The term “beer garden” doesn’t quite suit the backyard of the Alaska Roadhouse Bar and Grill, but between the beer and the soft sound of trees looming over the high fences, it passes for one.
The garden isn’t what the crowd comes for Thursday nights anyway, nor even necessarily the beer. They come for four metal stakes nailed into the sandy ground and the imitation horseshoes that go with them.
A woman prepares to throw, positioning the horseshoe in front of her sunglasses with her eyebrows knit, focused. With the graceful step of a bowler, she swings her arm and flings the horseshoe underhand toward the far stake, 40 feet away. The metal U flies in a neat arc, landing with a nonchalant thud in the sand, a foot or so shy of the stake.
“Not quite!”
The two men nearest her target guffaw and saunter up to collect the horseshoes that she and the man on the other end have thrown. The other man, a white-bearded man in a baseball cap, had thrown a ringer — three points. The rest had landed close to the stake — one point each.
The two men take their turn, aiming for the perfect flip to land a ringer on the other pole. The first partnered with the woman on the other side; the others were a team. The team that reached 21 points first was declared the winner, only to play another round later in the night — the double-elimination method.
“We play double-elimination, so any team could come back from nothing,” said Brent Elkington, the owner of Alaska Roadhouse just north of Kasilof. “Even if you lose, you can fight your way back out of the loser’s bracket.”
The bar has been hosting the games for a few years now, and anywhere between two dozen and four people show up to play. The participants are split up into teams of two, and on busy nights, both courts will be going and there will be complex brackets rigged up, tournament style. The bar crowd also plays in a blind draw, so the teams are different every time.
“You’ve got some people who are really good, but the teams are different, so you’ve never got … one team that just beats everybody every time,” Elkington said.

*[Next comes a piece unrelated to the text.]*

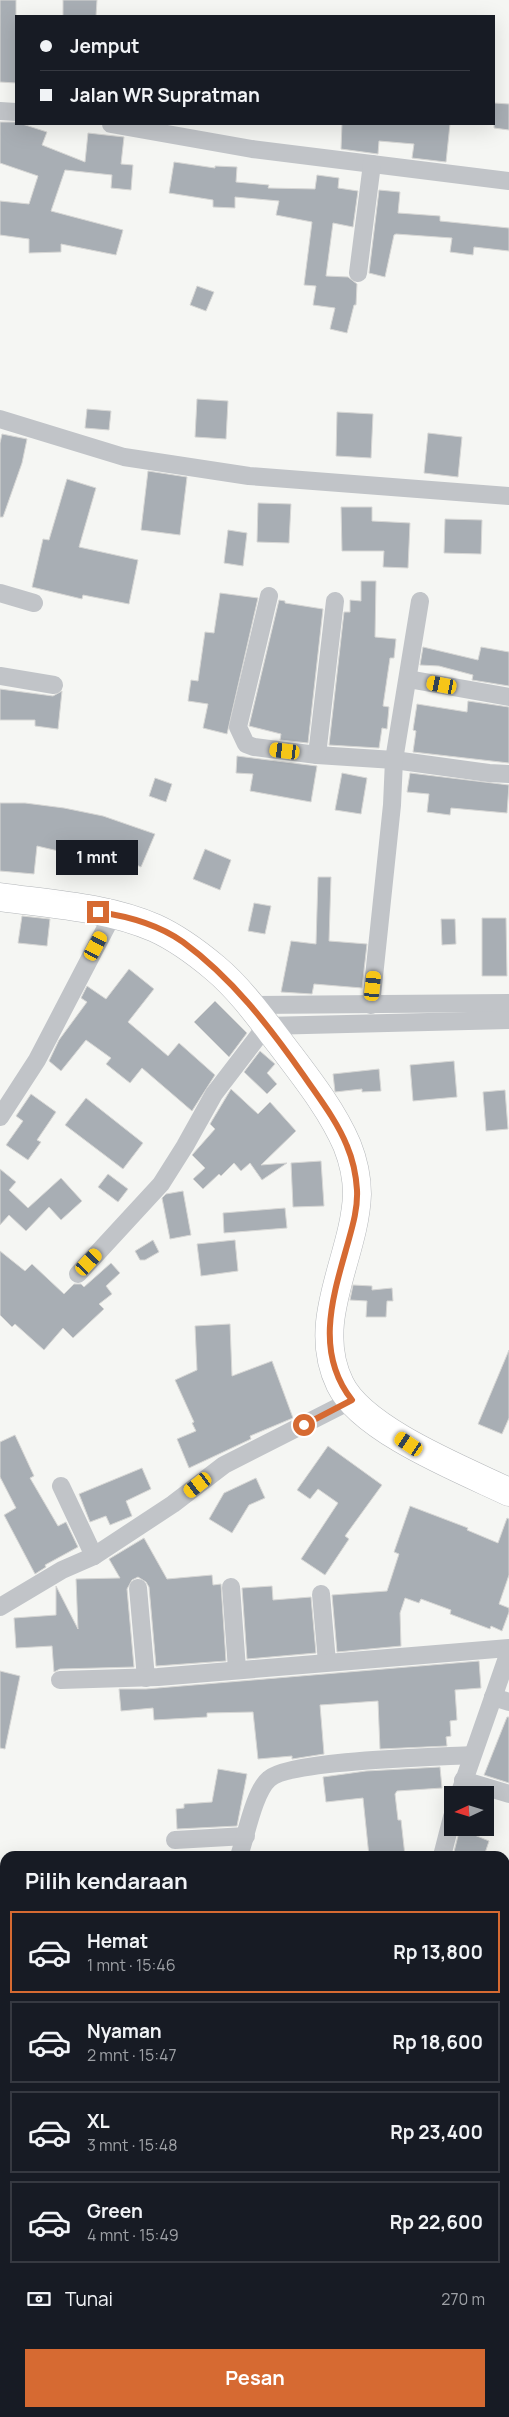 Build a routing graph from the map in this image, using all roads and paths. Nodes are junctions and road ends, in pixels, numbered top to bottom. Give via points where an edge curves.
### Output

At the end of the night, the winners split the $10 entry fees between them. The game is considered one of skill, not of luck, which is why it passes the litmus test for gambling, Elkington explained.
“There’s a certain skill to it,” Elkington said. “There’s some luck too, but some people can really figure it out and land ringer after ringer.”
Horseshoes is a community game elsewhere as well. The sport is represented nationally by the National Horseshoe Pitchers Association and by the Alaska chapter locally. Each year at the Southeast Alaska State Fair in Haines, competitors come from all over Southeast and the state at large to play in the Guy Hoffman Memorial Horseshoe Tournament.
Jessica Edwards, the executive director of the Southeast Alaska State Fair, said the tournament is named for a resident of Mud Bay who was known as a “colorful character.” A fixture in the community, he was known for music, art and playing horseshoes, she said. When he died in 2006, the fair named the tournament for him.
“Guy was in the hub of that Mud Bay community,” Edwards said. “He’d throw really big parties — horseshoes and beer and crab and was always doing that sort of thing for the community.”
Edwards said the Southeast Alaska State Fair offers a chance for Southeast residents to come together from their disparate communities, separated by water, and make, renew or enjoy ongoing friendships.
“In the horseshoe game, the older, more seasoned guys are playing against younger players,” she said. “People from Whitehorse and Juneau come over and play xx. …xxx … There is sort of a Southeast identity, but every community certainly is unique.”
On a smaller sale, it’s the same for the Alaska Roadhouse crowd — some come from the neighborhood, others from Sterling or Kenai. Elkington calls it a neighborhood bar — most of the regulars are from nearby and could walk home in a pinch. Not too long ago, the bar hosted a 90th birthday, he said.
On horseshoe nights, he said he’ll throw something on the barbecue — anything from hot dogs to fresh-caught king salmon.
“It’s a picnic every Thursday,” Elkington said. “We just want to take care of people, the neighborhood.”